What makes a compound which blocks ASCT2 a good candidate for a targeted therapy? What would make the compound target cancerous and not healthy cells?
Targeted therapies strive to be more specific at killing the tumor cells, with less toxic side-effects on normal cells. This current research suggests ASCT2 is a very strong candidate for a targeted therapy, as it is expressed highly in the triple-negative breast cancer cells, but is not required for the majority of normal cells.
Importantly, mice lacking ASCT2 seem to develop normally, suggesting ASCT2 is not required for normal cells to function.
Our research also found that less aggressive breast cancers were unaffected by ASCT2 blockage, whereas these fast-growing, highly aggressive triple-negative breast cancer cells were very sensitive to glutamine starvation.
Blocking ASCT2 was able to prevent the growth and survival of these triple-negative breast cancer cells both in the laboratory and animals models of triple-negative breast cancer.
What other applications are there to this research outside of breast cancer? What does the future hold for your research?
Our research has demonstrated that “starving” cells by blocking ASCT2 is effective in preventing the growth of melanoma, prostate cancer and breast cancer cells. Other labs around the world have shown ASCT2 is important in a range of other cancers.
We are developing new compounds that can target ASCT2, and we are working to develop these compounds into drugs that are suitable for use in patients. If this development pipeline is successful, these new ASCT2-targeted drugs could be tested in clinical trials in as little as 3 years.
This study was conducted using cell and animal models alongside primary analysis of triple-negative breast cancer patient samples, and was recently published in the world-renowned cancer journal, Oncogene.
To find out more about the Centenary Institute’s Origins of Cancer Program, visit www.centenary.org.au
About Prof Jeff Holst
Associate Professor Jeff Holst joined the Centenary Institute in 2006, after completing a 3-year postdoc at St Jude Children’s Research Hospital in the USA, where he was studying T cell development and function.

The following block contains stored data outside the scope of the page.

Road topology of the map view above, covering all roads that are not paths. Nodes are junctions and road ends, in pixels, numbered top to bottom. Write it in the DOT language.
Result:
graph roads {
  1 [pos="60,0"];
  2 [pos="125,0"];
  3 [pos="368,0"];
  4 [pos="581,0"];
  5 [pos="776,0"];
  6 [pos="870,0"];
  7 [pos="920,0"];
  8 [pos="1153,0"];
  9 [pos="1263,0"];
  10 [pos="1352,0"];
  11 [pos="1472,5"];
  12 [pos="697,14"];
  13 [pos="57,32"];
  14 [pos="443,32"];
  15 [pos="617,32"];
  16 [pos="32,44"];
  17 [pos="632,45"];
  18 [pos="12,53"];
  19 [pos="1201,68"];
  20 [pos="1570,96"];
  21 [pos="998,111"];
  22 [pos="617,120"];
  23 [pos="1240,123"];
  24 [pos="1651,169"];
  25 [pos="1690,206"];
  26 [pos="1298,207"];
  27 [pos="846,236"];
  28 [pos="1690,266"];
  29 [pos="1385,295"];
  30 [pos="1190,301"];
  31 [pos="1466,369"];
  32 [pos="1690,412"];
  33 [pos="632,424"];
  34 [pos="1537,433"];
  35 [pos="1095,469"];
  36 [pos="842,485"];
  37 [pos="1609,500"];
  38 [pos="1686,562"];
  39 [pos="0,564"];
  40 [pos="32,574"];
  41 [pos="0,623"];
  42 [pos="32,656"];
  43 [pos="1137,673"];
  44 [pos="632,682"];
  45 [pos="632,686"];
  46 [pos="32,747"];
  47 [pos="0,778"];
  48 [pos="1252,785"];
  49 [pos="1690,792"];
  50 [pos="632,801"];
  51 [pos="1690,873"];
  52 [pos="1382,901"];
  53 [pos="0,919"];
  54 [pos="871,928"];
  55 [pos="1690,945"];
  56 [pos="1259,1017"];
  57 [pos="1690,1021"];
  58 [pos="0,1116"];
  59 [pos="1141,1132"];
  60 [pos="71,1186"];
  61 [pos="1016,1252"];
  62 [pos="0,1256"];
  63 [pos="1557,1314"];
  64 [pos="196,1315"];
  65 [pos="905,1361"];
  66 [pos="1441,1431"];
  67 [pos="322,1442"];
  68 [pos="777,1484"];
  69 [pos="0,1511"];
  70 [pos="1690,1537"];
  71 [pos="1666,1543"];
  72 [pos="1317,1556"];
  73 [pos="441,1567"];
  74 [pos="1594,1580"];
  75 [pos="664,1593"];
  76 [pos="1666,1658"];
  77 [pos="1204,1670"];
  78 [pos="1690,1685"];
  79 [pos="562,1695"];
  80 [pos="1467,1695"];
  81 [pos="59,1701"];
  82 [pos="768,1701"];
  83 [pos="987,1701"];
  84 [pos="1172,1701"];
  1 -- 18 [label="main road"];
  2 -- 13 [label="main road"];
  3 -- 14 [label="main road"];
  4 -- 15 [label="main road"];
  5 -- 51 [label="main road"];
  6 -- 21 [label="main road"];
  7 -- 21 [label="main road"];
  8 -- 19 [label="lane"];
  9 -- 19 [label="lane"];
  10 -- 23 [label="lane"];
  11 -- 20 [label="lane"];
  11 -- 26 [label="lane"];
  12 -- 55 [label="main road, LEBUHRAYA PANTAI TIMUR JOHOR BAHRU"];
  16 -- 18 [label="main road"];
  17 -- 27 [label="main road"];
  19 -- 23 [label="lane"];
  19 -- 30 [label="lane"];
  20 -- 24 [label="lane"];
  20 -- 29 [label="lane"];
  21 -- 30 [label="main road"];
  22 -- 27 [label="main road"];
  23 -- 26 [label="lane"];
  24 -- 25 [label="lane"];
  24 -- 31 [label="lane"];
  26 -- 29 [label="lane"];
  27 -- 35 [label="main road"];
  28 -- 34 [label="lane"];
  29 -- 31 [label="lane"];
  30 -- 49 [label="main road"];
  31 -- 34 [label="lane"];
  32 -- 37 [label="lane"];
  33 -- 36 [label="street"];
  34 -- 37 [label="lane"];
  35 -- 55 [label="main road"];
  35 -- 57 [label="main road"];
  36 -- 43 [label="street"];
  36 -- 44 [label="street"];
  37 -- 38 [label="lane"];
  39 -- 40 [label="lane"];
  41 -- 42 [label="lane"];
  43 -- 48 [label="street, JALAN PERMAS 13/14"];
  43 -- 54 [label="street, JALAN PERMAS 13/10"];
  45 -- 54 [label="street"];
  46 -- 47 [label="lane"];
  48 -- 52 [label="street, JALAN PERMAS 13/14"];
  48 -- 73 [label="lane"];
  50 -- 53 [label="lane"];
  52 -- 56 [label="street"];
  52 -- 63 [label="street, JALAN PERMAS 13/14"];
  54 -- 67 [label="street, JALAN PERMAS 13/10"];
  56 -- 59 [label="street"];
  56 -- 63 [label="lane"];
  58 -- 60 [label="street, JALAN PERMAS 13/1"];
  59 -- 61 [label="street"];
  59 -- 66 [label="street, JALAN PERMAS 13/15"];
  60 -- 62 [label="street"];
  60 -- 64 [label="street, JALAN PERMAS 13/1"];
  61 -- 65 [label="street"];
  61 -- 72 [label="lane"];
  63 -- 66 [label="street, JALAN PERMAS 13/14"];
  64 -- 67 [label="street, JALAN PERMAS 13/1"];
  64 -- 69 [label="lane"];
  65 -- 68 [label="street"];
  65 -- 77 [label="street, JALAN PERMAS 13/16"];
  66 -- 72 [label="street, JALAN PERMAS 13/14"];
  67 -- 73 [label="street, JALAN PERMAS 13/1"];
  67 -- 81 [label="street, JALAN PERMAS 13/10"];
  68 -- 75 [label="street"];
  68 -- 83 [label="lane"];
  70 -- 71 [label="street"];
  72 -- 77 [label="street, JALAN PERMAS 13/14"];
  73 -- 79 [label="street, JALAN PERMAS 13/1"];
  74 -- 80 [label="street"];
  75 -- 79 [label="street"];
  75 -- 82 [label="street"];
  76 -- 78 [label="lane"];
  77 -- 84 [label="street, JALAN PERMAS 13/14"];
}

He formed the Origins of Cancer Laboratory in 2008, setting out to try and understand how cancer cells obtain nutrients, and whether this could be targeted therapeutically.
He joined the faculty at Centenary in 2015, and is currently funding by Movember/Prostate Cancer Foundation of Australia, National Breast Cancer Foundation, Cancer Council NSW and The University of Sydney.
Jeff’s team have has discovered how leucine pumps are regulated and control cancer growth in prostate cancer (Cancer Research 2011, Journal of the National Cancer Institute 2013), as well as the role of glutamine transport in prostate cancer (Journal of Pathology 2015) and melanoma (International Journal of Cancer 2014).
Current projects are focusing on therapeutic targeting of these nutrient pumps in triple-negative breast cancer, prostate cancer and melanoma.